Annie lo miró fijamente. ¿Por qué le hacía eso? Ella esperaba su ratificación y él sólo expresaba recelo, poniéndola frente a la única cuestión que ella no había osado encarar. Y de pronto se dio cuenta de que en su determinación había recurrido a la vieja costumbre de autoprotegerse, exteriorizándola; pues claro que a los hijos les afectaban esas cosas, se había dicho, era inevitable, pero si se hacía de un modo civilizado y sensible no tenía por qué ser un trauma, al menos duradero; no era como quedarse sin la madre o el padre sino sólo perder una geografía obsoleta. En teoría, Annie sabía que eso era así; sus amistades divorciadas demostraban que era posible. Pero aplicado a ellos y a Grace, la cosa parecía ridícula.

—Después de lo que ha sufrido… —dijo él.

—¿Acaso crees que no lo sé?

—Naturalmente que lo sabes. Lo que iba a decir es que precisamente por eso, porque lo sabes, no tienes que hacerlo aun cuando creas que puedes.

Annie notó que se ponía a llorar y que no podía impedirlo.

—No tengo otra elección. —Lo dijo casi en un grito que resonó en las desnudas paredes como un lamento.

—Eso es lo que dijiste de Pilgrim —replicó Tom—, pero estabas equivocada.

—¡La otra alternativa es perderte! —Al ver que él asentía, agregó—: ¿No ves que eso no es una alternativa? ¿Tú escogerías perderme?

—No —respondió él sin más—. Pero no tengo por qué perderte.

—¿Recuerdas lo que dijiste de Pilgrim? Dijiste que había ido hasta el borde del abismo, que vio lo que había más allá y optó por aceptarlo.

—Pero si lo que vieras allí fuese dolor y sufrimiento, sólo un loco escogería aceptarlo.

—Para nosotros no sería dolor ni sufrimiento.

Él sacudió la cabeza. Annie se sentía furiosa. Con él por decir lo que ella sabía en el fondo que era verdad, y consigo misma por los sollozos que ahora sacudían su cuerpo.

—Tú no me quieres —dijo, y al instante se odió por su sensiblera autocompasión, y luego todavía más por la sensación de triunfo que experimentó al ver que a él se le llenaban los ojos de lágrimas.

—Oh, Annie. No sabes lo mucho que te quiero.

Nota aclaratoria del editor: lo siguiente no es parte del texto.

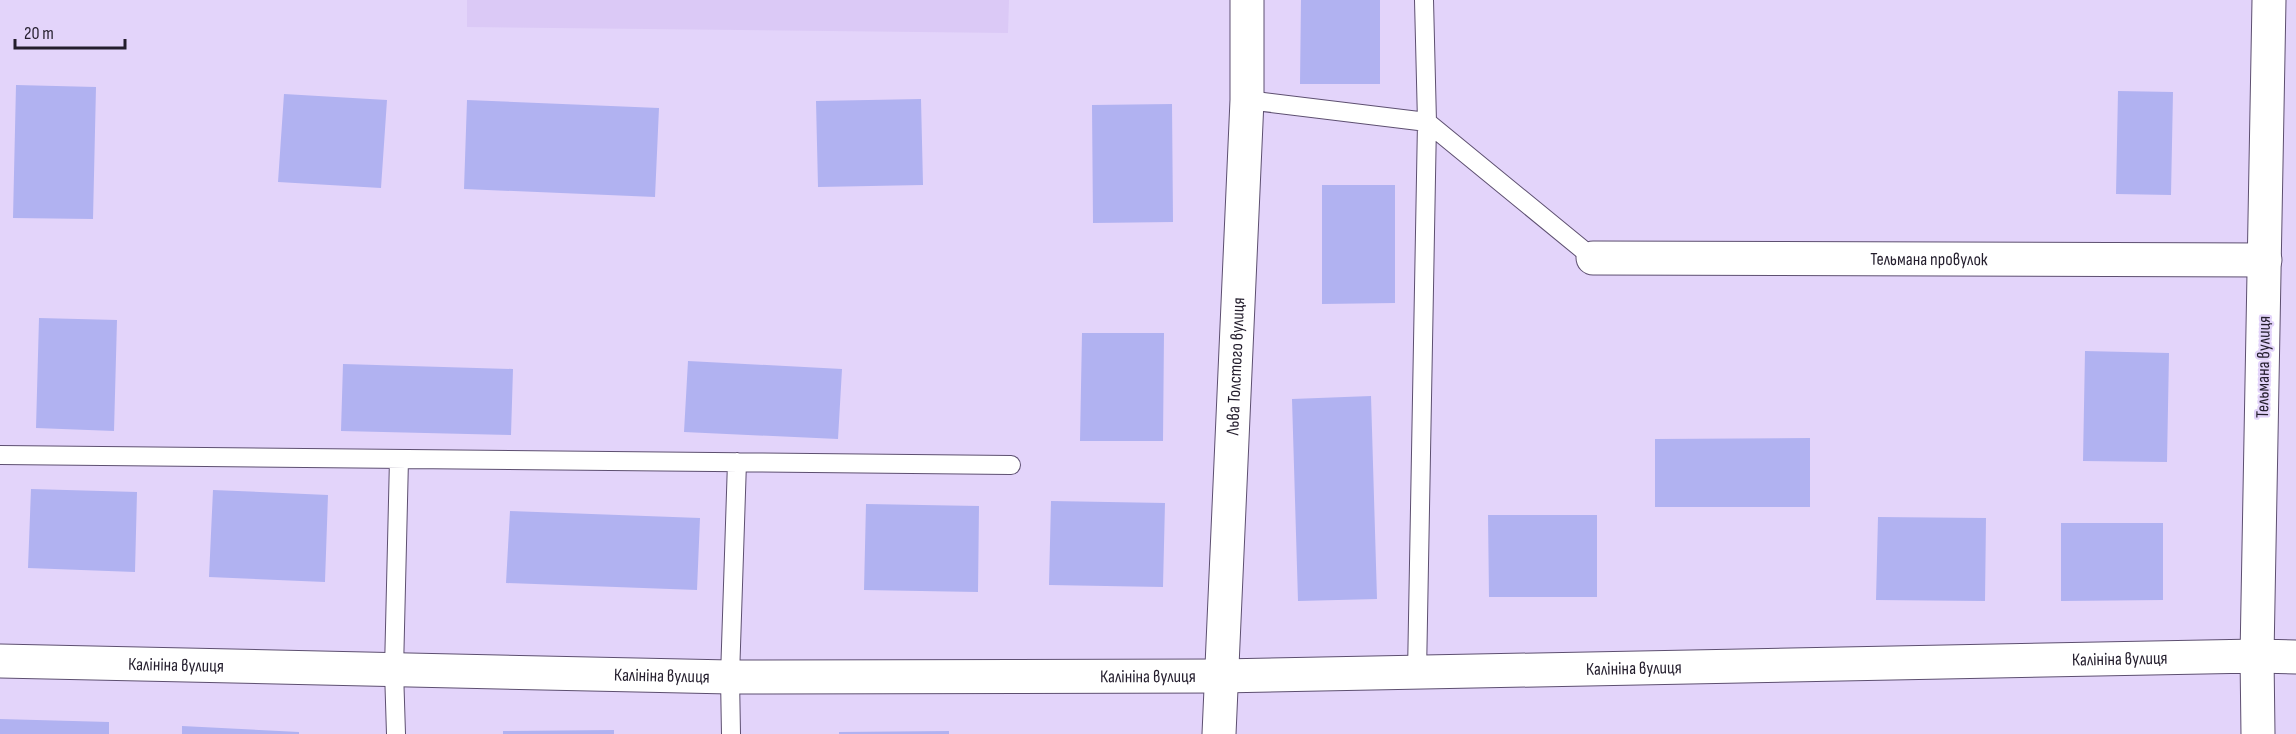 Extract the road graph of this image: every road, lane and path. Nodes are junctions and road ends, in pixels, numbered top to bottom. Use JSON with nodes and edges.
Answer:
{"nodes":[{"id":1,"x":1247,"y":0,"type":"edge"},
{"id":2,"x":1424,"y":0,"type":"edge"},
{"id":3,"x":2269,"y":0,"type":"edge"},
{"id":4,"x":1247,"y":100,"type":"junction"},
{"id":5,"x":1427,"y":122,"type":"junction"},
{"id":6,"x":1593,"y":258,"type":"joint"},
{"id":7,"x":2265,"y":260,"type":"junction"},
{"id":8,"x":0,"y":454,"type":"edge"},
{"id":9,"x":399,"y":459,"type":"junction"},
{"id":10,"x":736,"y":462,"type":"junction"},
{"id":11,"x":1011,"y":465,"type":"dead end"},
{"id":12,"x":2257,"y":656,"type":"junction"},
{"id":13,"x":2296,"y":657,"type":"edge"},
{"id":14,"x":0,"y":661,"type":"edge"},
{"id":15,"x":394,"y":670,"type":"junction"},
{"id":16,"x":1417,"y":674,"type":"junction"},
{"id":17,"x":1221,"y":676,"type":"junction"},
{"id":18,"x":730,"y":677,"type":"junction"},
{"id":19,"x":396,"y":734,"type":"edge"},
{"id":20,"x":732,"y":734,"type":"edge"},
{"id":21,"x":1219,"y":734,"type":"edge"},
{"id":22,"x":2258,"y":734,"type":"edge"}],
"edges":[{"from":1,"to":4,"type":"street","name":"Льва Толстого вулиця"},
{"from":2,"to":5,"type":"lane"},
{"from":3,"to":7,"type":"street","name":"Тельмана вулиця"},
{"from":4,"to":5,"type":"lane"},
{"from":4,"to":17,"type":"street","name":"Льва Толстого вулиця"},
{"from":5,"to":6,"type":"lane"},
{"from":5,"to":16,"type":"lane"},
{"from":6,"to":7,"type":"street","name":"Тельмана провулок"},
{"from":7,"to":12,"type":"street","name":"Тельмана вулиця"},
{"from":8,"to":9,"type":"lane"},
{"from":9,"to":10,"type":"lane"},
{"from":9,"to":15,"type":"lane"},
{"from":10,"to":11,"type":"lane"},
{"from":10,"to":18,"type":"lane"},
{"from":12,"to":13,"type":"street","name":"Калініна вулиця"},
{"from":12,"to":16,"type":"street","name":"Калініна вулиця"},
{"from":12,"to":22,"type":"street","name":"Тельмана вулиця"},
{"from":14,"to":15,"type":"street","name":"Калініна вулиця"},
{"from":15,"to":18,"type":"street","name":"Калініна вулиця"},
{"from":15,"to":19,"type":"lane"},
{"from":16,"to":17,"type":"street","name":"Калініна вулиця"},
{"from":17,"to":18,"type":"street","name":"Калініна вулиця"},
{"from":17,"to":21,"type":"street","name":"Льва Толстого вулиця"},
{"from":18,"to":20,"type":"lane"}]}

Ella lloró en sus brazos y perdió toda noción del tiempo. Le dijo que no podía vivir sin él y no vio premonición alguna cuando Tom respondió que en el caso de él era cierto, pero no en el de ella. Añadió que con el tiempo valoraría aquellos días como un regalo de la naturaleza que había logrado mejorar enormemente sus vidas.

Cuando ya no pudo llorar más, Annie se lavó la cara en el agua fría del estanque y Tom le alcanzó una toalla y la ayudó a limpiarse el rímel que se le había corrido. Sin apenas cruzar palabra, esperaron a que la rojez desapareciera de sus mejillas. Y luego, por separado, se fueron.